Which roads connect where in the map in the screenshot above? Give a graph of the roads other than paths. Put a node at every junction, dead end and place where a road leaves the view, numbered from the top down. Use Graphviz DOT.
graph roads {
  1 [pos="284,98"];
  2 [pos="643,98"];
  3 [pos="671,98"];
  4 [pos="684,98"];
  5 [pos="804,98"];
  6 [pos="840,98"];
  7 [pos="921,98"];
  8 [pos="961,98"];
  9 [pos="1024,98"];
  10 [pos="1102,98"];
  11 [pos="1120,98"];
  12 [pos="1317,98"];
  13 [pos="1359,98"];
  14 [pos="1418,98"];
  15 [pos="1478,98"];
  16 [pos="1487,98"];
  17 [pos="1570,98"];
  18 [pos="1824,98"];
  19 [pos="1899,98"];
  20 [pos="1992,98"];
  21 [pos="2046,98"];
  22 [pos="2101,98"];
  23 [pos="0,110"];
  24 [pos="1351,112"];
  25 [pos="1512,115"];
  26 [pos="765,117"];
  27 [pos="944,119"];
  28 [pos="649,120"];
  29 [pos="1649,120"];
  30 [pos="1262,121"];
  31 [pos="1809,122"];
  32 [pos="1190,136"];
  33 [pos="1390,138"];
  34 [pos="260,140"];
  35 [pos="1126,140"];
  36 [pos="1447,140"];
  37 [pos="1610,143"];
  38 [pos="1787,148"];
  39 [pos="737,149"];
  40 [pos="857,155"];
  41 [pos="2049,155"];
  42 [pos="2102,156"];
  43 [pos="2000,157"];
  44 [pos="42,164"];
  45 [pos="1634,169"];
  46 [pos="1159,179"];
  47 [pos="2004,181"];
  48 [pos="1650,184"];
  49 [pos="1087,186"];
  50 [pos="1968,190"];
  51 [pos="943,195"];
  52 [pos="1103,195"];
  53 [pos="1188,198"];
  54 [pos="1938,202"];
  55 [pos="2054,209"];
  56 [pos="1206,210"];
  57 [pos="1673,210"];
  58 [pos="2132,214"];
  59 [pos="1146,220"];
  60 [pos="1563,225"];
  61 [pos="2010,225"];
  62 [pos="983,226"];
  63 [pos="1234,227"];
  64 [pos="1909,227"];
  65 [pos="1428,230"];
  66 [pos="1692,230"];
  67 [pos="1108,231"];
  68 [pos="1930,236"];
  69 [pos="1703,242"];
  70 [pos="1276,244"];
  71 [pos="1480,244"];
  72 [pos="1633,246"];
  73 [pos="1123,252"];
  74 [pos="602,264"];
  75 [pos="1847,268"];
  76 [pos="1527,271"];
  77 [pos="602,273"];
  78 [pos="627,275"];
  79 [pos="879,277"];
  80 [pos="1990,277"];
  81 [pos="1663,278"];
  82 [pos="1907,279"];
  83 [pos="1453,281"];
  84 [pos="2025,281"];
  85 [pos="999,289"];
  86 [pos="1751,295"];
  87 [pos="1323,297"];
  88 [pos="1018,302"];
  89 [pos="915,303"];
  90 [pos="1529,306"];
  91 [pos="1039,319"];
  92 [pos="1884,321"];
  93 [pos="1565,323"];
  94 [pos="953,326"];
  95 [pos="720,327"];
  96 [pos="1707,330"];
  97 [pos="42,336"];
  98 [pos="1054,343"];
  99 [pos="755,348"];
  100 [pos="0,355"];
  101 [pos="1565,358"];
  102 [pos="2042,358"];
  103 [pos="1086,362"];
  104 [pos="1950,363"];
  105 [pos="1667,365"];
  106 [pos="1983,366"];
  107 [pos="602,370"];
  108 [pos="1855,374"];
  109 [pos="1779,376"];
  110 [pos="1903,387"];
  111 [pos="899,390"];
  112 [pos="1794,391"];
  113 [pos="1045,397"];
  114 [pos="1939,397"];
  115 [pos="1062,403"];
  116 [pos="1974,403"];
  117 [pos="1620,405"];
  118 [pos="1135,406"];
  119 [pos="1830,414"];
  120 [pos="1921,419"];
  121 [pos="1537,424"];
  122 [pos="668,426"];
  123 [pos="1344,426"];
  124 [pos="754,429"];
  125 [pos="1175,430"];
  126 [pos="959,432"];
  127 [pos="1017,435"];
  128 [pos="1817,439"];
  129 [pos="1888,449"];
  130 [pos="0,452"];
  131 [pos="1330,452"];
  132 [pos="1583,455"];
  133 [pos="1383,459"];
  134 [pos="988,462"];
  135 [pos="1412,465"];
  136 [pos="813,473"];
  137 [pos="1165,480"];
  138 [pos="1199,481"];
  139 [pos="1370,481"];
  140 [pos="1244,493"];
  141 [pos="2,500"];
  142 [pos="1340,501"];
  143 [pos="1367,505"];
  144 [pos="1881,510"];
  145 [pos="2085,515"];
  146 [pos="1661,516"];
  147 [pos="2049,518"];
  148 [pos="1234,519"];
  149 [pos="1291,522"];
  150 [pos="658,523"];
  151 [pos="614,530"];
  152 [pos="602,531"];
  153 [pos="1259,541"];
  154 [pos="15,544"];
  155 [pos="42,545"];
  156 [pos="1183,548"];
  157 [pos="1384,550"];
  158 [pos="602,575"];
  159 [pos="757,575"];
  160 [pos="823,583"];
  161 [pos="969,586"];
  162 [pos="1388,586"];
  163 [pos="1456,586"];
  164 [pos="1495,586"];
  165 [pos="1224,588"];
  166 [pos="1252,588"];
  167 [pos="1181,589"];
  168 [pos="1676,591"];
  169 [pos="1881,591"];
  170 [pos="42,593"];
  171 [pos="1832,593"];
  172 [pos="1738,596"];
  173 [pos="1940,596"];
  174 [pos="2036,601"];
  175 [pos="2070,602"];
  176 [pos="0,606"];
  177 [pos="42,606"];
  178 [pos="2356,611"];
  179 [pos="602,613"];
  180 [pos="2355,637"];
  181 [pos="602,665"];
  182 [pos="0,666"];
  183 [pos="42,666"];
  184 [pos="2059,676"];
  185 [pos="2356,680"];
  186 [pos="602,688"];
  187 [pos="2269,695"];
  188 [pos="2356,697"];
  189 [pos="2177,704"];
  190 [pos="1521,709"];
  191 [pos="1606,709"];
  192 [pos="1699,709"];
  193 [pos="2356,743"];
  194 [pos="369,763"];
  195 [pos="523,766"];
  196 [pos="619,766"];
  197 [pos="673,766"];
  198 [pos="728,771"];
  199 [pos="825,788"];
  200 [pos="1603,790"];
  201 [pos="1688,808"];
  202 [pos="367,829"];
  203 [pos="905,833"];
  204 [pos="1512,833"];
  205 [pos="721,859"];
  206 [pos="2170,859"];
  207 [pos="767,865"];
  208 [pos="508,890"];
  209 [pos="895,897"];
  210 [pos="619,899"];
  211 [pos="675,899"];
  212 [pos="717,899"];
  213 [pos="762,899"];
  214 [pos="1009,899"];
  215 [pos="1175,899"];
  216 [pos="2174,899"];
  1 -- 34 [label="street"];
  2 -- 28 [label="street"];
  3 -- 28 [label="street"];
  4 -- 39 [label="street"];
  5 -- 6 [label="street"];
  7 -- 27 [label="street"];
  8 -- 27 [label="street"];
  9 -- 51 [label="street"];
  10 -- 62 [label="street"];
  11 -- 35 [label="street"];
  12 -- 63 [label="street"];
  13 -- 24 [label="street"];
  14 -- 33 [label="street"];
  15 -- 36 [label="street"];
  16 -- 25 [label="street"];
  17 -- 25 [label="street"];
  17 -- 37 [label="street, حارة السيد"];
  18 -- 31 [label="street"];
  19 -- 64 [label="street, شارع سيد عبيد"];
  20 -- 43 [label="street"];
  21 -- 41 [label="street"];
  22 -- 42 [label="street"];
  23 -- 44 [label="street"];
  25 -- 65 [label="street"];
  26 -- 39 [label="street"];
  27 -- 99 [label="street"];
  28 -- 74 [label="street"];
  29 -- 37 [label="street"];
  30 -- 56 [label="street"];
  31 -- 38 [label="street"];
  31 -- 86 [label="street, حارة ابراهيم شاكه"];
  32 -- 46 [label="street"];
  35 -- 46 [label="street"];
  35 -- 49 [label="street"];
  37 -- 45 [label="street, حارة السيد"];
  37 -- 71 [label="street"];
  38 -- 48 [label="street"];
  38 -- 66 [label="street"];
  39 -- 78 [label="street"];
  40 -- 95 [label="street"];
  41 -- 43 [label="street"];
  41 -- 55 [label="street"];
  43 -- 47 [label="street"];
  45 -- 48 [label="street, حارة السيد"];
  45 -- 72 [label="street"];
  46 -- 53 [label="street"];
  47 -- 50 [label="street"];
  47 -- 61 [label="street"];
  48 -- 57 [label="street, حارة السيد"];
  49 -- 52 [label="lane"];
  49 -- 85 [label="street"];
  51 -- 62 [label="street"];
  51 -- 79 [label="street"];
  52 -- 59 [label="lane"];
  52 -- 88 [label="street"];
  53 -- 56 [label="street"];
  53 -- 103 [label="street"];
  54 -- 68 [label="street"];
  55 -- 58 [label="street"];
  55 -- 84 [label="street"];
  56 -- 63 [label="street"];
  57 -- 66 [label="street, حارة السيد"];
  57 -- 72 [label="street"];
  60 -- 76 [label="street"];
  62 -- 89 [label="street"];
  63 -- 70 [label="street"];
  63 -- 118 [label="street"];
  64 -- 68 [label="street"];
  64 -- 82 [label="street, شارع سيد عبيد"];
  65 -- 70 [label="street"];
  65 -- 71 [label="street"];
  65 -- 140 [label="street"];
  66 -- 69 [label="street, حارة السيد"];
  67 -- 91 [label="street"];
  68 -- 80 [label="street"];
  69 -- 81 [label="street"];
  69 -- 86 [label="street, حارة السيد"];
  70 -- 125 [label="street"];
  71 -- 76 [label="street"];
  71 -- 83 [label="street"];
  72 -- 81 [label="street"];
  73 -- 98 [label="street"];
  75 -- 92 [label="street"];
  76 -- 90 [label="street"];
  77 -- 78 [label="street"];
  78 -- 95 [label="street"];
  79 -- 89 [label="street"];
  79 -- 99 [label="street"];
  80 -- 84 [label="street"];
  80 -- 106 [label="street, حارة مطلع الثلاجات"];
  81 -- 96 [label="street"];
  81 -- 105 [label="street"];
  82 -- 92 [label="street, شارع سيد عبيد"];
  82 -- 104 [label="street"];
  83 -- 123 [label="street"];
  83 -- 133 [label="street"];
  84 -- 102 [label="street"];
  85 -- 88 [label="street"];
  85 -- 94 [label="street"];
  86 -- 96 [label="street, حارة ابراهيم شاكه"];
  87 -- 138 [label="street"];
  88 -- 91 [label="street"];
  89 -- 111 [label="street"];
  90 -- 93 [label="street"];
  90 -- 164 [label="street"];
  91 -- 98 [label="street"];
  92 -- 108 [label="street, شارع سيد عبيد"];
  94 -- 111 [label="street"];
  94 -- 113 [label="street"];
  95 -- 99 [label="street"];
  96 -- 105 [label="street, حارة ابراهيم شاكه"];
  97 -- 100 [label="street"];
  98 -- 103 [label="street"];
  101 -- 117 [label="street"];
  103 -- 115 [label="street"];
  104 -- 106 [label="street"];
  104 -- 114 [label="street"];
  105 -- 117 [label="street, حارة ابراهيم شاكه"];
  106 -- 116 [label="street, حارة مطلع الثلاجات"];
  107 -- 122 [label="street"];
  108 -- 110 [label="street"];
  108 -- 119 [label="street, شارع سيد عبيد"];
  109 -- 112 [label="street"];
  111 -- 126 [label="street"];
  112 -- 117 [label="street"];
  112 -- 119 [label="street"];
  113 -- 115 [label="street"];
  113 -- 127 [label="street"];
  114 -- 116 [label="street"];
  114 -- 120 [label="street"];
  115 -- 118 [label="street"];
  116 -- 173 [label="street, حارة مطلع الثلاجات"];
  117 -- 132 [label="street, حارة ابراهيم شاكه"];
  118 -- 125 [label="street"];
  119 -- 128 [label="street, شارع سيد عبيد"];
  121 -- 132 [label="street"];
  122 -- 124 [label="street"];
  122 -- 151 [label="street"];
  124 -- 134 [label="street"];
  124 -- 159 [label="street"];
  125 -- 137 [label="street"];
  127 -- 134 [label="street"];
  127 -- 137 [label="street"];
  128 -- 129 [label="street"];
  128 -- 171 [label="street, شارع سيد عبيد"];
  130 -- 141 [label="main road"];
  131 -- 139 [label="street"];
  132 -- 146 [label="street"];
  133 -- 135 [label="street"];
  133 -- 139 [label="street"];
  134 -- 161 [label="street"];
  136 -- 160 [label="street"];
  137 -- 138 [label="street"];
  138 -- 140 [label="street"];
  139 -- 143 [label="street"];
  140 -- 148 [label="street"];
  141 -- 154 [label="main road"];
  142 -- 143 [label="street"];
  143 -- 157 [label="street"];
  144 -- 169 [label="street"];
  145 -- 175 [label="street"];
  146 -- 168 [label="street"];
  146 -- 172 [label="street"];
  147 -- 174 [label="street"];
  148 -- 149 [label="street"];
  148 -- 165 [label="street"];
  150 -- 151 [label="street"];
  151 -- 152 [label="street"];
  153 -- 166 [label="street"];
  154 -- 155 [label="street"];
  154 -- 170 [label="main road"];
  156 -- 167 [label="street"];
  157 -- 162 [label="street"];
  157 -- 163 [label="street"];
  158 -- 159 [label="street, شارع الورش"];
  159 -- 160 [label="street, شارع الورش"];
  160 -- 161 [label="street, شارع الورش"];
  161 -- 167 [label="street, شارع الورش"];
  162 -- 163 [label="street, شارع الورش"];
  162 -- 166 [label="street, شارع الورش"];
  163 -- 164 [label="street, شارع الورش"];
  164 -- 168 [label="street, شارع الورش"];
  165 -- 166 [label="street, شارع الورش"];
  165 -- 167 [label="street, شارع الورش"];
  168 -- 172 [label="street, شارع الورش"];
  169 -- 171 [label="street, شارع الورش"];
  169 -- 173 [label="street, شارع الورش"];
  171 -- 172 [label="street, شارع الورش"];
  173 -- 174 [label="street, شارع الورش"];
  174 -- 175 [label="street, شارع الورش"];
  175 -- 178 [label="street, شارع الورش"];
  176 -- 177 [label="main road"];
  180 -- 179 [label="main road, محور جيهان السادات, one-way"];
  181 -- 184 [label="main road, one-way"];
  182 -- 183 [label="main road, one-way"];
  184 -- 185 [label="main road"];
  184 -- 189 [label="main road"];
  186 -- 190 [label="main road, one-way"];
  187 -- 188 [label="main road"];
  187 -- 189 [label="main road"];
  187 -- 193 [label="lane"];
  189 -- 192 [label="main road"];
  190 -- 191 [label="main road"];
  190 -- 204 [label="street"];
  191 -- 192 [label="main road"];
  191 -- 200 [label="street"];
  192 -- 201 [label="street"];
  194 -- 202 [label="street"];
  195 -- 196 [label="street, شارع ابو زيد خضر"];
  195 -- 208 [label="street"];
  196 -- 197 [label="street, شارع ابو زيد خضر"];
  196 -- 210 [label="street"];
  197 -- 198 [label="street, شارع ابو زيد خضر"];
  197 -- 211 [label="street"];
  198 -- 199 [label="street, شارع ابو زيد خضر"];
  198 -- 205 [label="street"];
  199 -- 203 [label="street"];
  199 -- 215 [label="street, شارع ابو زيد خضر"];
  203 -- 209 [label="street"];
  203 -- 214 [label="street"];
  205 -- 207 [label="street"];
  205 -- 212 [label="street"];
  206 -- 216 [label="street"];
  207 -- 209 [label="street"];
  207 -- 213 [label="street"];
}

### Activity
State how many lines of the listing include "lane", and nothing more.

### Problem solution
3